**WHAT IS BEING ASKED:** Transcribe the entire listing faithfully; every line must match the original.
⁂
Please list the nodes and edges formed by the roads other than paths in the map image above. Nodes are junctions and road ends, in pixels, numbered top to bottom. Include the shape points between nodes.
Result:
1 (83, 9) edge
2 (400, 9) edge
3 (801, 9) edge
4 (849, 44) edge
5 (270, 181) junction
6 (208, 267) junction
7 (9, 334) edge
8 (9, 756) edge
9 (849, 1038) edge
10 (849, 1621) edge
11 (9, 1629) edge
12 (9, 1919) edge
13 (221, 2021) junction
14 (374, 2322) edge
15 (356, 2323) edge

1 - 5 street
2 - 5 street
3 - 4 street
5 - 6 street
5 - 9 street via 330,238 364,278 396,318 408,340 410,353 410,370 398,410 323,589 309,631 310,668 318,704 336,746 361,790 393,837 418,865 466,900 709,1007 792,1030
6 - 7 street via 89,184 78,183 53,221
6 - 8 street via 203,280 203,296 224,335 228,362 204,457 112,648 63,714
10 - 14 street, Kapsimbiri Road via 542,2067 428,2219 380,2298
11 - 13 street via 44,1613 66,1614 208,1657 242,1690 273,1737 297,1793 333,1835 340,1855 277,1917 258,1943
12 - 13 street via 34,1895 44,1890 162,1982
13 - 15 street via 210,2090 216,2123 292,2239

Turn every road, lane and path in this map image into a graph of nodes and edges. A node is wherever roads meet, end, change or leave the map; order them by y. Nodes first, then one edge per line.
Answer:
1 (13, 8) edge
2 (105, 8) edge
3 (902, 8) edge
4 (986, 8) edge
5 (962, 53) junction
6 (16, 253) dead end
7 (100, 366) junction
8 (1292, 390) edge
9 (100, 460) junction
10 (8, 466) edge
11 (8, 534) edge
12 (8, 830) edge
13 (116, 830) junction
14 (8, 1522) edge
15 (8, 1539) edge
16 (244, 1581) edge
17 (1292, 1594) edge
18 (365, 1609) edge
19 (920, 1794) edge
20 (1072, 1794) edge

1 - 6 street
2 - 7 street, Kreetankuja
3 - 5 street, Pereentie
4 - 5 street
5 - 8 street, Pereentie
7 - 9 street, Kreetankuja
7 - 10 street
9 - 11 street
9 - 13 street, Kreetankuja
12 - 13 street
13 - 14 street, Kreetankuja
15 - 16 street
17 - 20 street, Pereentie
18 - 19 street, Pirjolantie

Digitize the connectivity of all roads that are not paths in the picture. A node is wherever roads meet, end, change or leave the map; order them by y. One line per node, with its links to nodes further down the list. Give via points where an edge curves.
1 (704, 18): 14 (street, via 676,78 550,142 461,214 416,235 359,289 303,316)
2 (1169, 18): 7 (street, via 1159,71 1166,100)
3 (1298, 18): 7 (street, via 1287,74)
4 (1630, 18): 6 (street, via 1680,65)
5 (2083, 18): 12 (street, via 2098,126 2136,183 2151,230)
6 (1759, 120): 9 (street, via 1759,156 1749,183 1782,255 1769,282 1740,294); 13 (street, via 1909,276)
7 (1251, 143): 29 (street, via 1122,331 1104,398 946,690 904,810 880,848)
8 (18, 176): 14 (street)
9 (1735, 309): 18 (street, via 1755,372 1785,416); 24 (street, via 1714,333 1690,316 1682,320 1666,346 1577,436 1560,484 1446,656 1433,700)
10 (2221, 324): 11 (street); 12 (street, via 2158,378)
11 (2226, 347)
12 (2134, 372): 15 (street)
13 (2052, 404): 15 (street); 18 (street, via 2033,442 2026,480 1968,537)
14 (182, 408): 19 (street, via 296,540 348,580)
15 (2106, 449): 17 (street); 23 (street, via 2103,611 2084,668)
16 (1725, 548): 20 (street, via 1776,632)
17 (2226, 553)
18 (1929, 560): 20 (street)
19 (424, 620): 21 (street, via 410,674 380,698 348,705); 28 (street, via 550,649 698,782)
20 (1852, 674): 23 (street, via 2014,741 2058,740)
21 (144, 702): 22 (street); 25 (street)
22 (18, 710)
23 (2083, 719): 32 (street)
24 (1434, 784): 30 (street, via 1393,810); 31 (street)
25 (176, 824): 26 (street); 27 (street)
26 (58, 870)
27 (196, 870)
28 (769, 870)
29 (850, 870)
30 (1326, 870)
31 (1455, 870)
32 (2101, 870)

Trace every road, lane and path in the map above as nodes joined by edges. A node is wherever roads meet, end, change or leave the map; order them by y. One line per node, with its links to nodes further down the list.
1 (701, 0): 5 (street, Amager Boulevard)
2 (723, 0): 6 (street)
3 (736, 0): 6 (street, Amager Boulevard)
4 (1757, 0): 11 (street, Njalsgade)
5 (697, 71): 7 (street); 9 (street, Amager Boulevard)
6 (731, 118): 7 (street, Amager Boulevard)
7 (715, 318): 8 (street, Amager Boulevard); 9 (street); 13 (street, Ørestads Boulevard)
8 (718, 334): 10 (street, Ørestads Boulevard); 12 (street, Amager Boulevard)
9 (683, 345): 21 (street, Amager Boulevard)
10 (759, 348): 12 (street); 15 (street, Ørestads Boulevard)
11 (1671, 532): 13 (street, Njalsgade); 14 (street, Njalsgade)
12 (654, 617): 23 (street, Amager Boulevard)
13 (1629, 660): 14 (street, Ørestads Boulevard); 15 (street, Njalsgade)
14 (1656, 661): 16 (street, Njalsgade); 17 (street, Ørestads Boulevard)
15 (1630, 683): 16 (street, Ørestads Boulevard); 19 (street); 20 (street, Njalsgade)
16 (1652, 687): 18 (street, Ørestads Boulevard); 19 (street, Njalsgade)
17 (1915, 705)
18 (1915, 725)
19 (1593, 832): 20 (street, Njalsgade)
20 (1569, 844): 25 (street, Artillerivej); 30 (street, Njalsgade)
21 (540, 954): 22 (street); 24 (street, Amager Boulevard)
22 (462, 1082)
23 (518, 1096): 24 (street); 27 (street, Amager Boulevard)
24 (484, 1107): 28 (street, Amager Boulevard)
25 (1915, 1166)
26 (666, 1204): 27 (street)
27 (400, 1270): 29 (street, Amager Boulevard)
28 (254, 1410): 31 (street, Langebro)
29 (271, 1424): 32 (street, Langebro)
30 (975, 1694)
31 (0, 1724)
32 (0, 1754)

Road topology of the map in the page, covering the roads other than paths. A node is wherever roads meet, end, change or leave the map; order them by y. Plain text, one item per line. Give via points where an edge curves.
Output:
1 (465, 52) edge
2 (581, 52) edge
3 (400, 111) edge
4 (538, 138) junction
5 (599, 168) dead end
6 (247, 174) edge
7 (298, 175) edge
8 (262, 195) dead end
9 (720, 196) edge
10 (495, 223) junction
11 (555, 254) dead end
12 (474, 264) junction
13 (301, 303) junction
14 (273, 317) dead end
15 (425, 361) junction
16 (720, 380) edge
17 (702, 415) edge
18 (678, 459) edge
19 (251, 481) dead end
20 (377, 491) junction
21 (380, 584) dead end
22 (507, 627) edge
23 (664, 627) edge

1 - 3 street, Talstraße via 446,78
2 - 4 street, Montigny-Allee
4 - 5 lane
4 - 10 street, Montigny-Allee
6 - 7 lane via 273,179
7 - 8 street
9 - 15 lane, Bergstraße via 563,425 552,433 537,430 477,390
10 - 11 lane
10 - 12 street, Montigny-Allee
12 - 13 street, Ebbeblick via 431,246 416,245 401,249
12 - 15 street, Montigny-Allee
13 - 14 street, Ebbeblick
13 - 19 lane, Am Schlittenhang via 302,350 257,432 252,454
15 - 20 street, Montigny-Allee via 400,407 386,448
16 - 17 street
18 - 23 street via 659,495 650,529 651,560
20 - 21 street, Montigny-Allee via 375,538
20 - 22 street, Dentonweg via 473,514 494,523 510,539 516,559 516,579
⁂
**ANSWER AREA:**
Please list the nodes and edges formed by the roads other than paths in the map image above. Nodes are junctions and road ends, in pixels, numbered top to bottom. Include the shape points between nodes.
Result:
1 (83, 9) edge
2 (400, 9) edge
3 (801, 9) edge
4 (849, 44) edge
5 (270, 181) junction
6 (208, 267) junction
7 (9, 334) edge
8 (9, 756) edge
9 (849, 1038) edge
10 (849, 1621) edge
11 (9, 1629) edge
12 (9, 1919) edge
13 (221, 2021) junction
14 (374, 2322) edge
15 (356, 2323) edge

1 - 5 street
2 - 5 street
3 - 4 street
5 - 6 street
5 - 9 street via 330,238 364,278 396,318 408,340 410,353 410,370 398,410 323,589 309,631 310,668 318,704 336,746 361,790 393,837 418,865 466,900 709,1007 792,1030
6 - 7 street via 89,184 78,183 53,221
6 - 8 street via 203,280 203,296 224,335 228,362 204,457 112,648 63,714
10 - 14 street, Kapsimbiri Road via 542,2067 428,2219 380,2298
11 - 13 street via 44,1613 66,1614 208,1657 242,1690 273,1737 297,1793 333,1835 340,1855 277,1917 258,1943
12 - 13 street via 34,1895 44,1890 162,1982
13 - 15 street via 210,2090 216,2123 292,2239

Turn every road, lane and path in this map image into a graph of nodes and edges. A node is wherever roads meet, end, change or leave the map; order them by y. Nodes first, then one edge per line.
Answer:
1 (13, 8) edge
2 (105, 8) edge
3 (902, 8) edge
4 (986, 8) edge
5 (962, 53) junction
6 (16, 253) dead end
7 (100, 366) junction
8 (1292, 390) edge
9 (100, 460) junction
10 (8, 466) edge
11 (8, 534) edge
12 (8, 830) edge
13 (116, 830) junction
14 (8, 1522) edge
15 (8, 1539) edge
16 (244, 1581) edge
17 (1292, 1594) edge
18 (365, 1609) edge
19 (920, 1794) edge
20 (1072, 1794) edge

1 - 6 street
2 - 7 street, Kreetankuja
3 - 5 street, Pereentie
4 - 5 street
5 - 8 street, Pereentie
7 - 9 street, Kreetankuja
7 - 10 street
9 - 11 street
9 - 13 street, Kreetankuja
12 - 13 street
13 - 14 street, Kreetankuja
15 - 16 street
17 - 20 street, Pereentie
18 - 19 street, Pirjolantie

Digitize the connectivity of all roads that are not paths in the picture. A node is wherever roads meet, end, change or leave the map; order them by y. One line per node, with its links to nodes further down the list. Give via points where an edge curves.
1 (704, 18): 14 (street, via 676,78 550,142 461,214 416,235 359,289 303,316)
2 (1169, 18): 7 (street, via 1159,71 1166,100)
3 (1298, 18): 7 (street, via 1287,74)
4 (1630, 18): 6 (street, via 1680,65)
5 (2083, 18): 12 (street, via 2098,126 2136,183 2151,230)
6 (1759, 120): 9 (street, via 1759,156 1749,183 1782,255 1769,282 1740,294); 13 (street, via 1909,276)
7 (1251, 143): 29 (street, via 1122,331 1104,398 946,690 904,810 880,848)
8 (18, 176): 14 (street)
9 (1735, 309): 18 (street, via 1755,372 1785,416); 24 (street, via 1714,333 1690,316 1682,320 1666,346 1577,436 1560,484 1446,656 1433,700)
10 (2221, 324): 11 (street); 12 (street, via 2158,378)
11 (2226, 347)
12 (2134, 372): 15 (street)
13 (2052, 404): 15 (street); 18 (street, via 2033,442 2026,480 1968,537)
14 (182, 408): 19 (street, via 296,540 348,580)
15 (2106, 449): 17 (street); 23 (street, via 2103,611 2084,668)
16 (1725, 548): 20 (street, via 1776,632)
17 (2226, 553)
18 (1929, 560): 20 (street)
19 (424, 620): 21 (street, via 410,674 380,698 348,705); 28 (street, via 550,649 698,782)
20 (1852, 674): 23 (street, via 2014,741 2058,740)
21 (144, 702): 22 (street); 25 (street)
22 (18, 710)
23 (2083, 719): 32 (street)
24 (1434, 784): 30 (street, via 1393,810); 31 (street)
25 (176, 824): 26 (street); 27 (street)
26 (58, 870)
27 (196, 870)
28 (769, 870)
29 (850, 870)
30 (1326, 870)
31 (1455, 870)
32 (2101, 870)

Trace every road, lane and path in the map above as nodes joined by edges. A node is wherever roads meet, end, change or leave the map; order them by y. One line per node, with its links to nodes further down the list.
1 (701, 0): 5 (street, Amager Boulevard)
2 (723, 0): 6 (street)
3 (736, 0): 6 (street, Amager Boulevard)
4 (1757, 0): 11 (street, Njalsgade)
5 (697, 71): 7 (street); 9 (street, Amager Boulevard)
6 (731, 118): 7 (street, Amager Boulevard)
7 (715, 318): 8 (street, Amager Boulevard); 9 (street); 13 (street, Ørestads Boulevard)
8 (718, 334): 10 (street, Ørestads Boulevard); 12 (street, Amager Boulevard)
9 (683, 345): 21 (street, Amager Boulevard)
10 (759, 348): 12 (street); 15 (street, Ørestads Boulevard)
11 (1671, 532): 13 (street, Njalsgade); 14 (street, Njalsgade)
12 (654, 617): 23 (street, Amager Boulevard)
13 (1629, 660): 14 (street, Ørestads Boulevard); 15 (street, Njalsgade)
14 (1656, 661): 16 (street, Njalsgade); 17 (street, Ørestads Boulevard)
15 (1630, 683): 16 (street, Ørestads Boulevard); 19 (street); 20 (street, Njalsgade)
16 (1652, 687): 18 (street, Ørestads Boulevard); 19 (street, Njalsgade)
17 (1915, 705)
18 (1915, 725)
19 (1593, 832): 20 (street, Njalsgade)
20 (1569, 844): 25 (street, Artillerivej); 30 (street, Njalsgade)
21 (540, 954): 22 (street); 24 (street, Amager Boulevard)
22 (462, 1082)
23 (518, 1096): 24 (street); 27 (street, Amager Boulevard)
24 (484, 1107): 28 (street, Amager Boulevard)
25 (1915, 1166)
26 (666, 1204): 27 (street)
27 (400, 1270): 29 (street, Amager Boulevard)
28 (254, 1410): 31 (street, Langebro)
29 (271, 1424): 32 (street, Langebro)
30 (975, 1694)
31 (0, 1724)
32 (0, 1754)

Road topology of the map in the page, covering the roads other than paths. A node is wherever roads meet, end, change or leave the map; order them by y. Plain text, one item per line. Give via points where an edge curves.
Output:
1 (465, 52) edge
2 (581, 52) edge
3 (400, 111) edge
4 (538, 138) junction
5 (599, 168) dead end
6 (247, 174) edge
7 (298, 175) edge
8 (262, 195) dead end
9 (720, 196) edge
10 (495, 223) junction
11 (555, 254) dead end
12 (474, 264) junction
13 (301, 303) junction
14 (273, 317) dead end
15 (425, 361) junction
16 (720, 380) edge
17 (702, 415) edge
18 (678, 459) edge
19 (251, 481) dead end
20 (377, 491) junction
21 (380, 584) dead end
22 (507, 627) edge
23 (664, 627) edge

1 - 3 street, Talstraße via 446,78
2 - 4 street, Montigny-Allee
4 - 5 lane
4 - 10 street, Montigny-Allee
6 - 7 lane via 273,179
7 - 8 street
9 - 15 lane, Bergstraße via 563,425 552,433 537,430 477,390
10 - 11 lane
10 - 12 street, Montigny-Allee
12 - 13 street, Ebbeblick via 431,246 416,245 401,249
12 - 15 street, Montigny-Allee
13 - 14 street, Ebbeblick
13 - 19 lane, Am Schlittenhang via 302,350 257,432 252,454
15 - 20 street, Montigny-Allee via 400,407 386,448
16 - 17 street
18 - 23 street via 659,495 650,529 651,560
20 - 21 street, Montigny-Allee via 375,538
20 - 22 street, Dentonweg via 473,514 494,523 510,539 516,559 516,579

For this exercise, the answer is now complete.